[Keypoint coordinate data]
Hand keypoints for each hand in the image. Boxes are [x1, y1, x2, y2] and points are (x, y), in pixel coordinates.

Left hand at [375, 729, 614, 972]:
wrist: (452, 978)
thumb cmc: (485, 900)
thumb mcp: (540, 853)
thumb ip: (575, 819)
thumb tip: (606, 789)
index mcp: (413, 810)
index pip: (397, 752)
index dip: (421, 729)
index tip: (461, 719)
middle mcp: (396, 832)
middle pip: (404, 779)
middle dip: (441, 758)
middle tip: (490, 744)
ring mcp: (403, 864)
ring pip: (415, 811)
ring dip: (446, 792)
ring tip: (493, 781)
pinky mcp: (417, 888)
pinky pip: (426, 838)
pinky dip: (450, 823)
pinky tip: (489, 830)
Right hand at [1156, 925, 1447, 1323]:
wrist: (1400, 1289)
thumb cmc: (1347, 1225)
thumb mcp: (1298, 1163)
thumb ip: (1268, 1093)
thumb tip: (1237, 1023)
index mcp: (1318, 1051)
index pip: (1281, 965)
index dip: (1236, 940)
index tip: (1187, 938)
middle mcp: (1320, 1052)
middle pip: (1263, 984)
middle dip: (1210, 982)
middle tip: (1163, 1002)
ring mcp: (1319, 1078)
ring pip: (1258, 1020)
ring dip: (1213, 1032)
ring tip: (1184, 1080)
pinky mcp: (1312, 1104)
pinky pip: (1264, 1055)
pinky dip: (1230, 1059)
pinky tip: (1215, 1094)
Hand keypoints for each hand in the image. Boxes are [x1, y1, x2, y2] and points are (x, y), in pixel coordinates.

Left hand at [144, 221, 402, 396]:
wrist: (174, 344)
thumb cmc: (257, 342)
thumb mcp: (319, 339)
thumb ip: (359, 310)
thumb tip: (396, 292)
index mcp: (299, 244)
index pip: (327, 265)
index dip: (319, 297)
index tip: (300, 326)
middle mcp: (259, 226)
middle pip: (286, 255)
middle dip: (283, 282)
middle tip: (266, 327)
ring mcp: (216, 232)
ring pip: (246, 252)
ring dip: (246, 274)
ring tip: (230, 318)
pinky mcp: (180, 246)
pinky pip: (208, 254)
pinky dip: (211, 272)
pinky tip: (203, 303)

...

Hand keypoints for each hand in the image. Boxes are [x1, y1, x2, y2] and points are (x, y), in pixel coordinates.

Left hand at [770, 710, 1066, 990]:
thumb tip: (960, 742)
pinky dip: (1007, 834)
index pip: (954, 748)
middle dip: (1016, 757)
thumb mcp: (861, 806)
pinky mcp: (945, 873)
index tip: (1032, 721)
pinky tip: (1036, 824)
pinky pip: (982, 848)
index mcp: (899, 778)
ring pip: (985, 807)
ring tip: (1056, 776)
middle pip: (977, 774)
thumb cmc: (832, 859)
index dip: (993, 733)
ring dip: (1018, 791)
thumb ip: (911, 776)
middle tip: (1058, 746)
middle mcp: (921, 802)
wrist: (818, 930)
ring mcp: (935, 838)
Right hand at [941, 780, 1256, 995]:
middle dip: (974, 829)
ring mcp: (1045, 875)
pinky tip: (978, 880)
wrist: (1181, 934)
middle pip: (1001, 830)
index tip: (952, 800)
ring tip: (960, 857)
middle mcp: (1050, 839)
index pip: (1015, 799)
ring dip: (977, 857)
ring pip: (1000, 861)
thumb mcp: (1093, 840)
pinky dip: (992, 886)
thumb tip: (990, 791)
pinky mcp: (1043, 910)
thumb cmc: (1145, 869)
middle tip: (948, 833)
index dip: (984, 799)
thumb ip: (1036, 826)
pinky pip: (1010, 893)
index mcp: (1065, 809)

**What you need to do**
Repeat the entries above verbatim, but only from the line that has "ring mcp: (1045, 875)" down to the line that has "thumb tip: (990, 791)", inclusive.

**Completed exercise**
ring mcp: (1045, 875)
pinky tip: (978, 880)
wrist: (1181, 934)
middle pip: (1001, 830)
index tip: (952, 800)
ring tip: (960, 857)
middle mcp: (1050, 839)
index pip: (1015, 799)
ring dip: (977, 857)
ring pip: (1000, 861)
thumb mcp: (1093, 840)
pinky dip: (992, 886)
thumb tip: (990, 791)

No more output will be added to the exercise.